Stored items
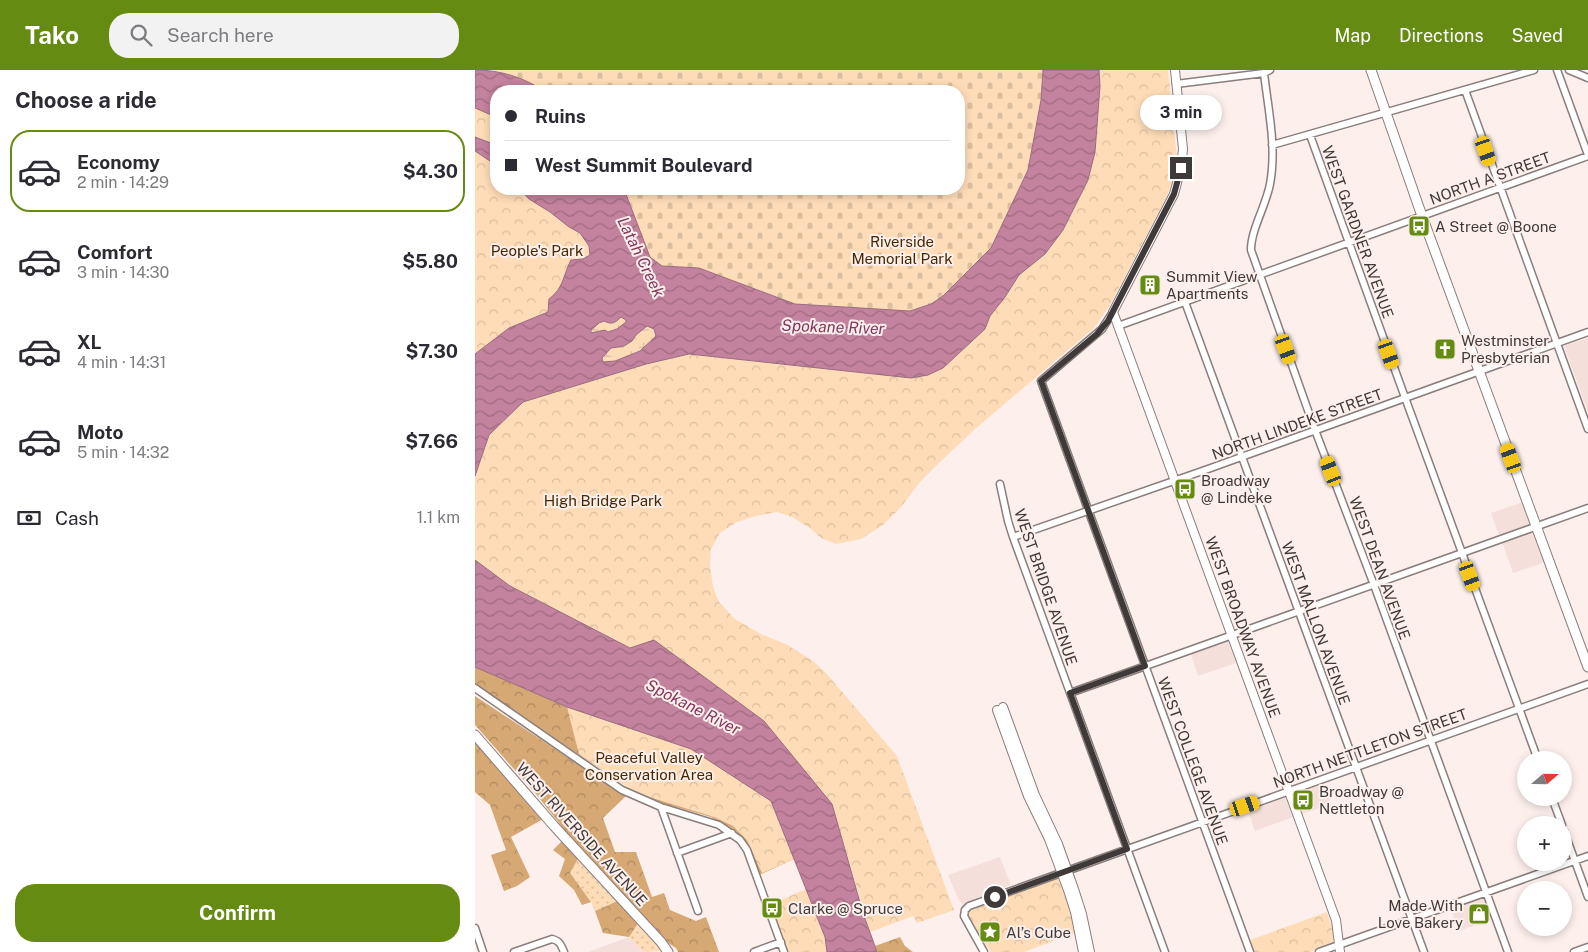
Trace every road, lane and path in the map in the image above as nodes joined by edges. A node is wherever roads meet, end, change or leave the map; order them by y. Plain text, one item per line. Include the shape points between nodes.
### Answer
1 (1175, 70) edge
2 (1371, 70) edge
3 (1534, 70) edge
4 (1557, 70) edge
5 (1569, 70) edge
6 (1267, 71) edge
7 (1588, 78) edge
8 (1176, 84) junction
9 (1465, 90) junction
10 (1386, 113) junction
11 (1310, 135) junction
12 (1272, 145) junction
13 (1588, 156) edge
14 (1499, 188) junction
15 (1423, 216) junction
16 (1349, 243) junction
17 (1260, 275) junction
18 (1185, 302) junction
19 (1113, 312) junction
20 (1118, 326) junction
21 (1588, 332) edge
22 (1557, 344) junction
23 (1479, 371) junction
24 (1405, 397) junction
25 (1588, 429) edge
26 (1315, 430) junction
27 (1242, 457) junction
28 (1175, 480) junction
29 (1000, 484) dead end
30 (1588, 508) edge
31 (1088, 511) junction
32 (1536, 526) junction
33 (1013, 537) junction
34 (1461, 553) junction
35 (1374, 585) junction
36 (1298, 612) junction
37 (1232, 636) junction
38 (1145, 666) junction
39 (1588, 667) edge
40 (1588, 684) edge
41 (475, 688) edge
42 (1070, 693) junction
43 (1519, 708) junction
44 (1000, 709) dead end
45 (475, 735) edge
46 (1430, 740) junction
47 (1535, 751) edge
48 (1356, 767) junction
49 (1289, 791) junction
50 (661, 807) junction
51 (1202, 822) junction
52 (732, 833) junction
53 (1127, 849) junction
54 (677, 853) junction
55 (1572, 853) edge
56 (1588, 856) edge
57 (1575, 861) junction
58 (1064, 872) junction
59 (1486, 892) junction
60 (1588, 897) edge
61 (698, 911) dead end
62 (1412, 919) junction
63 (475, 928) edge
64 (781, 942) junction
65 (1588, 947) edge
66 (1340, 948) edge
67 (483, 952) edge
68 (514, 952) edge
69 (564, 952) edge
70 (668, 952) edge
71 (754, 952) edge
72 (784, 952) edge
73 (984, 952) edge
74 (1083, 952) edge
75 (1090, 952) edge
76 (1165, 952) edge
77 (1250, 952) edge
78 (1319, 952) edge
79 (1424, 952) edge
80 (1507, 952) edge
81 (1574, 952) edge

1 - 8 street
2 - 10 main road
3 - 9 street
4 - 13 street
5 - 7 street
6 - 8 street
6 - 12 street, WEST DEAN AVENUE
8 - 19 street via 1183,149 1178,181
9 - 10 street
9 - 14 street
10 - 11 street
10 - 15 main road
11 - 12 street
11 - 16 street, WEST GARDNER AVENUE
12 - 17 street, WEST DEAN AVENUE via 1266,203 1251,240
13 - 14 street, NORTH A STREET
14 - 15 street, NORTH A STREET
14 - 22 street
15 - 16 street, NORTH A STREET
15 - 23 main road
16 - 17 street, NORTH A STREET
16 - 24 street, WEST GARDNER AVENUE
17 - 18 street, NORTH A STREET
17 - 26 street, WEST DEAN AVENUE
18 - 20 street, NORTH A STREET
18 - 27 street, WEST MALLON AVENUE
19 - 20 street, WEST BROADWAY AVENUE
19 - 31 street, WEST COLLEGE AVENUE via 1101,329 1041,381
20 - 28 street, WEST BROADWAY AVENUE
21 - 22 street, NORTH LINDEKE STREET
22 - 23 street, NORTH LINDEKE STREET
22 - 25 street
23 - 24 street, NORTH LINDEKE STREET
23 - 32 main road
24 - 26 street, NORTH LINDEKE STREET
24 - 34 street, WEST GARDNER AVENUE
26 - 27 street, NORTH LINDEKE STREET
26 - 35 street, WEST DEAN AVENUE
27 - 28 street, NORTH LINDEKE STREET
27 - 36 street, WEST MALLON AVENUE
28 - 31 street, NORTH LINDEKE STREET
28 - 37 street, WEST BROADWAY AVENUE
29 - 33 street, WEST BRIDGE AVENUE
30 - 32 street
31 - 33 street, NORTH LINDEKE STREET
31 - 38 street, WEST COLLEGE AVENUE
32 - 34 street
32 - 39 main road
33 - 42 street, WEST BRIDGE AVENUE
34 - 35 street
34 - 43 street, WEST GARDNER AVENUE
35 - 36 street
35 - 46 street, WEST DEAN AVENUE
36 - 37 street
36 - 48 street, WEST MALLON AVENUE
37 - 38 street
37 - 49 street, WEST BROADWAY AVENUE
38 - 42 street
38 - 51 street, WEST COLLEGE AVENUE
40 - 43 street, NORTH NETTLETON STREET
41 - 50 street via 622,790
42 - 53 street, WEST BRIDGE AVENUE
43 - 46 street, NORTH NETTLETON STREET
43 - 47 street, WEST GARDNER AVENUE
44 - 58 street via 1012,744 1054,836
45 - 70 main road, WEST RIVERSIDE AVENUE
46 - 48 street, NORTH NETTLETON STREET
46 - 59 street, WEST DEAN AVENUE
48 - 49 street, NORTH NETTLETON STREET
48 - 62 street, WEST MALLON AVENUE
49 - 51 street, NORTH NETTLETON STREET
49 - 66 street, WEST BROADWAY AVENUE via 1335,920
50 - 52 street via 719,825
50 - 54 street
51 - 53 street, NORTH NETTLETON STREET
51 - 77 street, WEST COLLEGE AVENUE
52 - 54 street
52 - 64 street via 747,850
53 - 58 street, NORTH NETTLETON STREET
53 - 76 street, WEST BRIDGE AVENUE
54 - 61 street
55 - 57 street
56 - 57 street
57 - 59 street
57 - 60 street
58 - 73 street, NORTH NETTLETON STREET via 970,905 965,910 965,918
58 - 74 street
58 - 75 street via 1080,907
59 - 62 street
59 - 80 street, WEST DEAN AVENUE
62 - 66 street
62 - 79 street, WEST MALLON AVENUE
63 - 67 street
64 - 71 street
64 - 72 street
65 - 81 street
66 - 78 street
68 - 69 street via 552,940 558,941

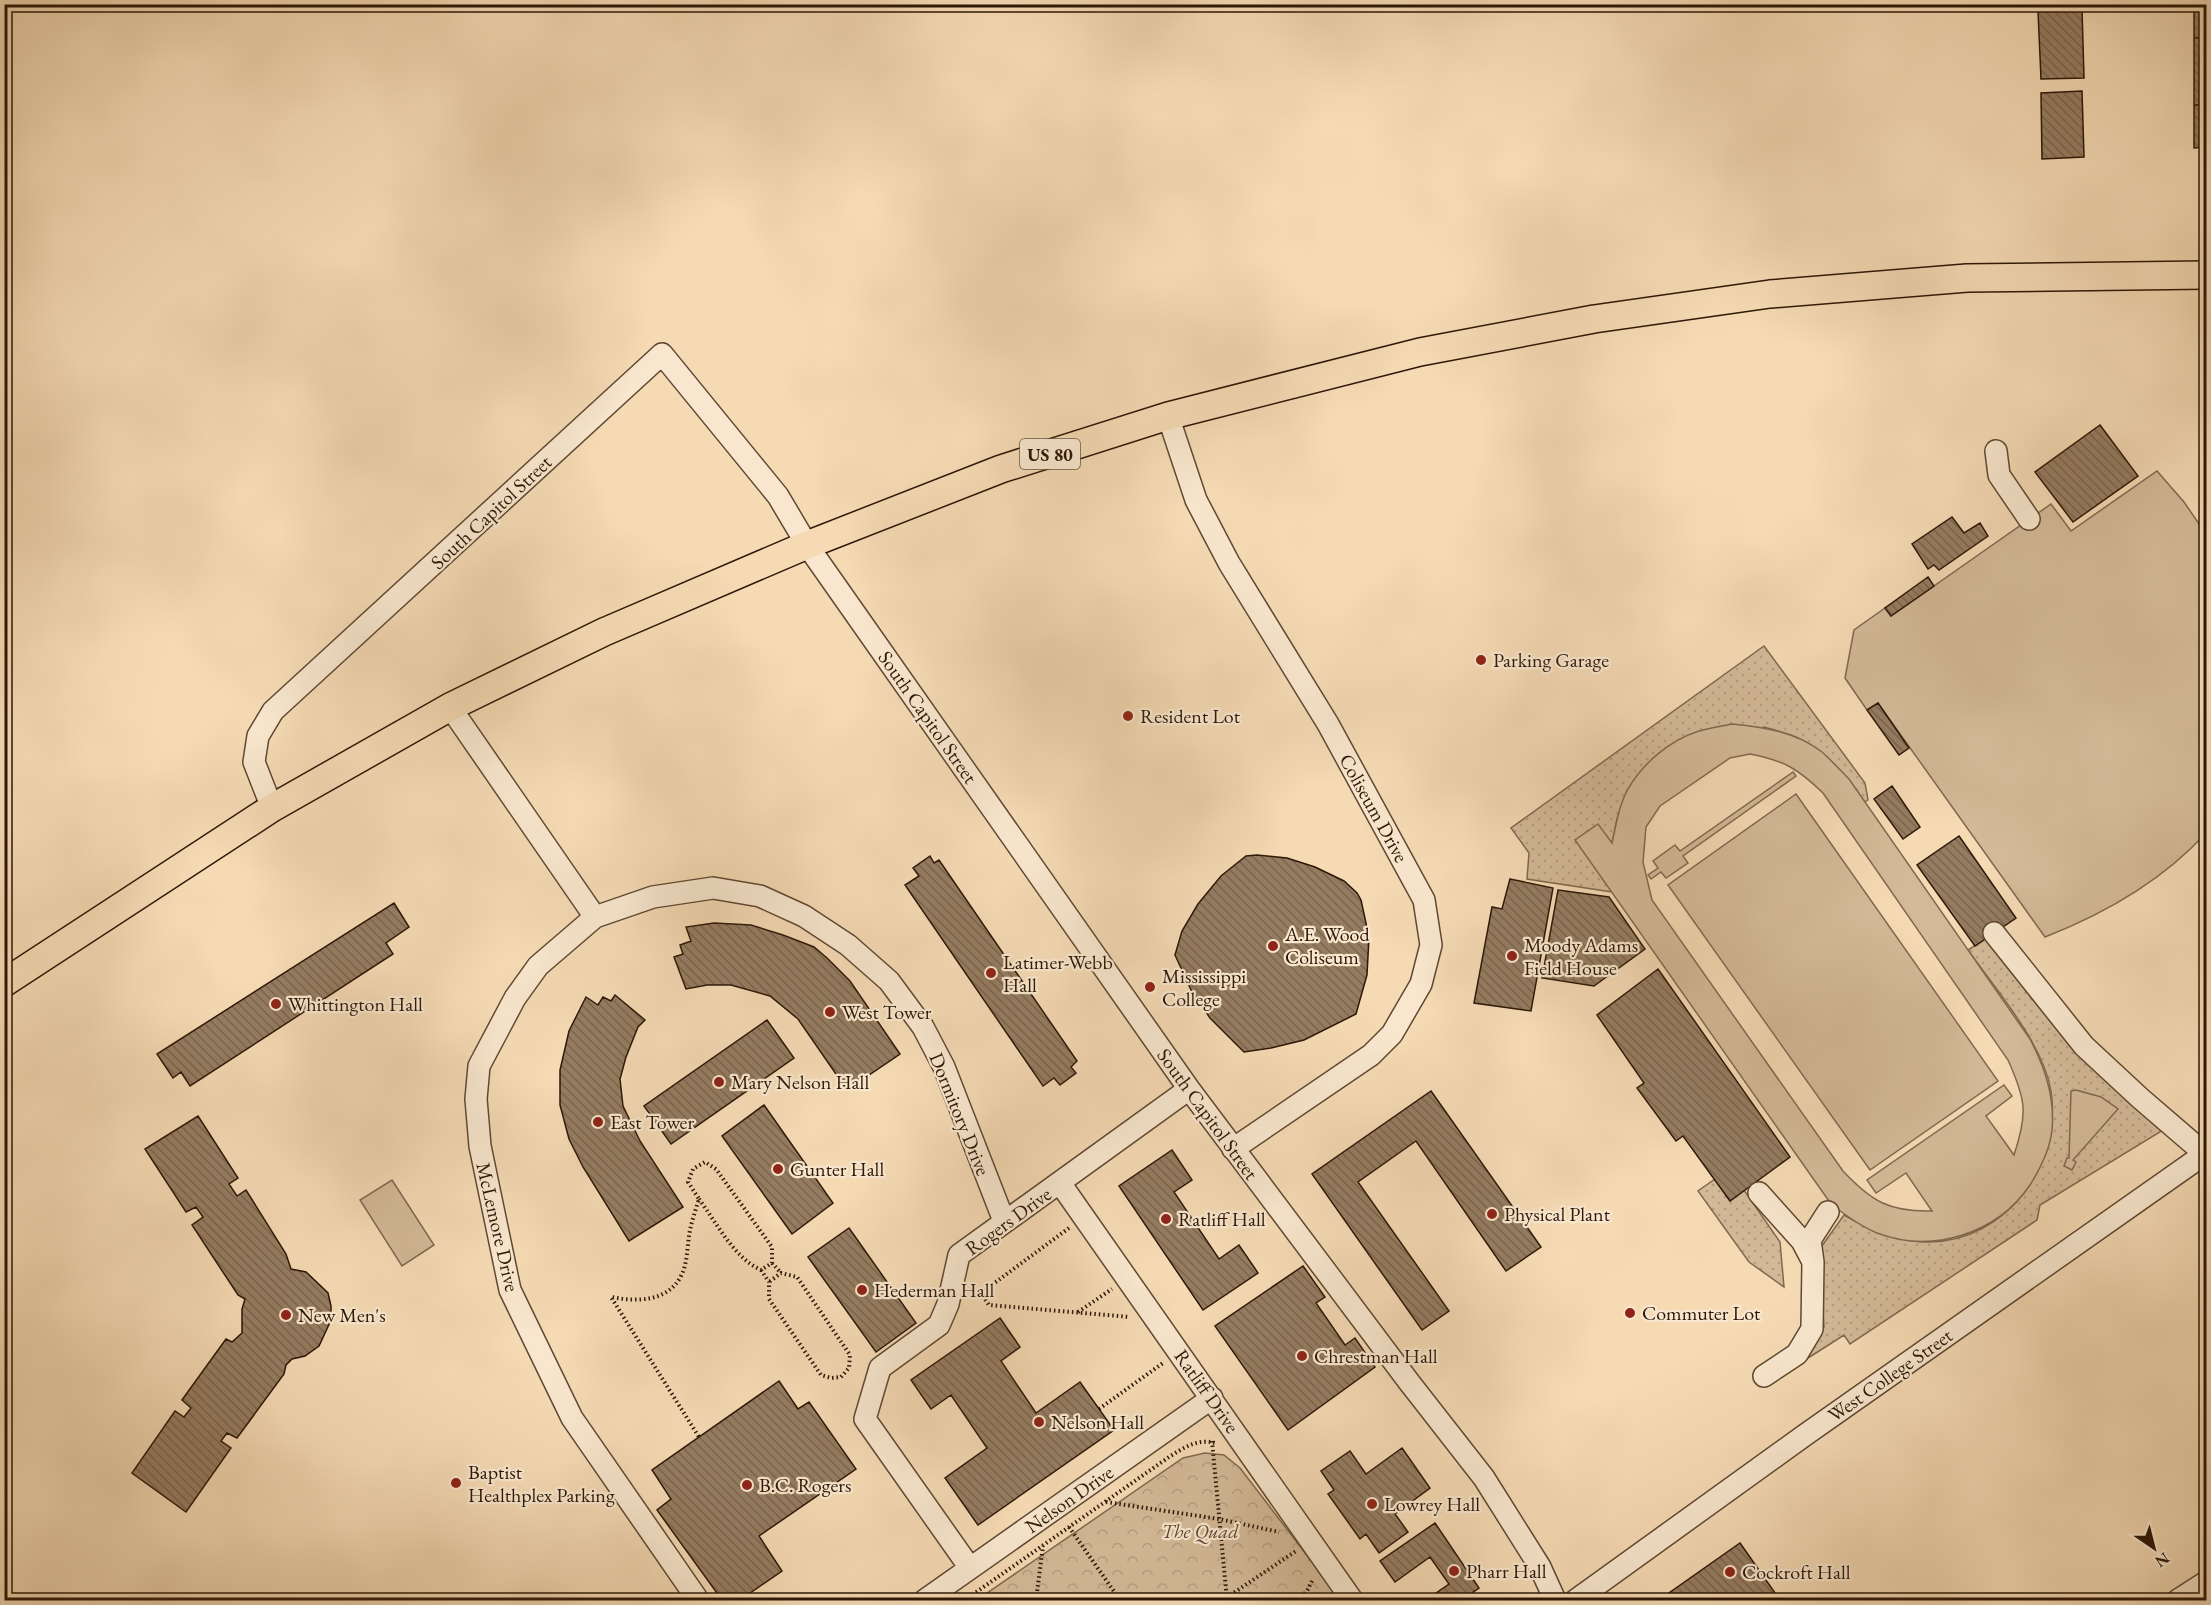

## [TASK BRIEF]
Reproduce every record exactly; images stay out.

## [RESPONSE AREA]
Trace every road, lane and path in the map in the image above as nodes joined by edges. A node is wherever roads meet, end, change or leave the map; order them by y. Plain text, one item per line. Include the shape points between nodes.
### Answer
1 (1175, 70) edge
2 (1371, 70) edge
3 (1534, 70) edge
4 (1557, 70) edge
5 (1569, 70) edge
6 (1267, 71) edge
7 (1588, 78) edge
8 (1176, 84) junction
9 (1465, 90) junction
10 (1386, 113) junction
11 (1310, 135) junction
12 (1272, 145) junction
13 (1588, 156) edge
14 (1499, 188) junction
15 (1423, 216) junction
16 (1349, 243) junction
17 (1260, 275) junction
18 (1185, 302) junction
19 (1113, 312) junction
20 (1118, 326) junction
21 (1588, 332) edge
22 (1557, 344) junction
23 (1479, 371) junction
24 (1405, 397) junction
25 (1588, 429) edge
26 (1315, 430) junction
27 (1242, 457) junction
28 (1175, 480) junction
29 (1000, 484) dead end
30 (1588, 508) edge
31 (1088, 511) junction
32 (1536, 526) junction
33 (1013, 537) junction
34 (1461, 553) junction
35 (1374, 585) junction
36 (1298, 612) junction
37 (1232, 636) junction
38 (1145, 666) junction
39 (1588, 667) edge
40 (1588, 684) edge
41 (475, 688) edge
42 (1070, 693) junction
43 (1519, 708) junction
44 (1000, 709) dead end
45 (475, 735) edge
46 (1430, 740) junction
47 (1535, 751) edge
48 (1356, 767) junction
49 (1289, 791) junction
50 (661, 807) junction
51 (1202, 822) junction
52 (732, 833) junction
53 (1127, 849) junction
54 (677, 853) junction
55 (1572, 853) edge
56 (1588, 856) edge
57 (1575, 861) junction
58 (1064, 872) junction
59 (1486, 892) junction
60 (1588, 897) edge
61 (698, 911) dead end
62 (1412, 919) junction
63 (475, 928) edge
64 (781, 942) junction
65 (1588, 947) edge
66 (1340, 948) edge
67 (483, 952) edge
68 (514, 952) edge
69 (564, 952) edge
70 (668, 952) edge
71 (754, 952) edge
72 (784, 952) edge
73 (984, 952) edge
74 (1083, 952) edge
75 (1090, 952) edge
76 (1165, 952) edge
77 (1250, 952) edge
78 (1319, 952) edge
79 (1424, 952) edge
80 (1507, 952) edge
81 (1574, 952) edge

1 - 8 street
2 - 10 main road
3 - 9 street
4 - 13 street
5 - 7 street
6 - 8 street
6 - 12 street, WEST DEAN AVENUE
8 - 19 street via 1183,149 1178,181
9 - 10 street
9 - 14 street
10 - 11 street
10 - 15 main road
11 - 12 street
11 - 16 street, WEST GARDNER AVENUE
12 - 17 street, WEST DEAN AVENUE via 1266,203 1251,240
13 - 14 street, NORTH A STREET
14 - 15 street, NORTH A STREET
14 - 22 street
15 - 16 street, NORTH A STREET
15 - 23 main road
16 - 17 street, NORTH A STREET
16 - 24 street, WEST GARDNER AVENUE
17 - 18 street, NORTH A STREET
17 - 26 street, WEST DEAN AVENUE
18 - 20 street, NORTH A STREET
18 - 27 street, WEST MALLON AVENUE
19 - 20 street, WEST BROADWAY AVENUE
19 - 31 street, WEST COLLEGE AVENUE via 1101,329 1041,381
20 - 28 street, WEST BROADWAY AVENUE
21 - 22 street, NORTH LINDEKE STREET
22 - 23 street, NORTH LINDEKE STREET
22 - 25 street
23 - 24 street, NORTH LINDEKE STREET
23 - 32 main road
24 - 26 street, NORTH LINDEKE STREET
24 - 34 street, WEST GARDNER AVENUE
26 - 27 street, NORTH LINDEKE STREET
26 - 35 street, WEST DEAN AVENUE
27 - 28 street, NORTH LINDEKE STREET
27 - 36 street, WEST MALLON AVENUE
28 - 31 street, NORTH LINDEKE STREET
28 - 37 street, WEST BROADWAY AVENUE
29 - 33 street, WEST BRIDGE AVENUE
30 - 32 street
31 - 33 street, NORTH LINDEKE STREET
31 - 38 street, WEST COLLEGE AVENUE
32 - 34 street
32 - 39 main road
33 - 42 street, WEST BRIDGE AVENUE
34 - 35 street
34 - 43 street, WEST GARDNER AVENUE
35 - 36 street
35 - 46 street, WEST DEAN AVENUE
36 - 37 street
36 - 48 street, WEST MALLON AVENUE
37 - 38 street
37 - 49 street, WEST BROADWAY AVENUE
38 - 42 street
38 - 51 street, WEST COLLEGE AVENUE
40 - 43 street, NORTH NETTLETON STREET
41 - 50 street via 622,790
42 - 53 street, WEST BRIDGE AVENUE
43 - 46 street, NORTH NETTLETON STREET
43 - 47 street, WEST GARDNER AVENUE
44 - 58 street via 1012,744 1054,836
45 - 70 main road, WEST RIVERSIDE AVENUE
46 - 48 street, NORTH NETTLETON STREET
46 - 59 street, WEST DEAN AVENUE
48 - 49 street, NORTH NETTLETON STREET
48 - 62 street, WEST MALLON AVENUE
49 - 51 street, NORTH NETTLETON STREET
49 - 66 street, WEST BROADWAY AVENUE via 1335,920
50 - 52 street via 719,825
50 - 54 street
51 - 53 street, NORTH NETTLETON STREET
51 - 77 street, WEST COLLEGE AVENUE
52 - 54 street
52 - 64 street via 747,850
53 - 58 street, NORTH NETTLETON STREET
53 - 76 street, WEST BRIDGE AVENUE
54 - 61 street
55 - 57 street
56 - 57 street
57 - 59 street
57 - 60 street
58 - 73 street, NORTH NETTLETON STREET via 970,905 965,910 965,918
58 - 74 street
58 - 75 street via 1080,907
59 - 62 street
59 - 80 street, WEST DEAN AVENUE
62 - 66 street
62 - 79 street, WEST MALLON AVENUE
63 - 67 street
64 - 71 street
64 - 72 street
65 - 81 street
66 - 78 street
68 - 69 street via 552,940 558,941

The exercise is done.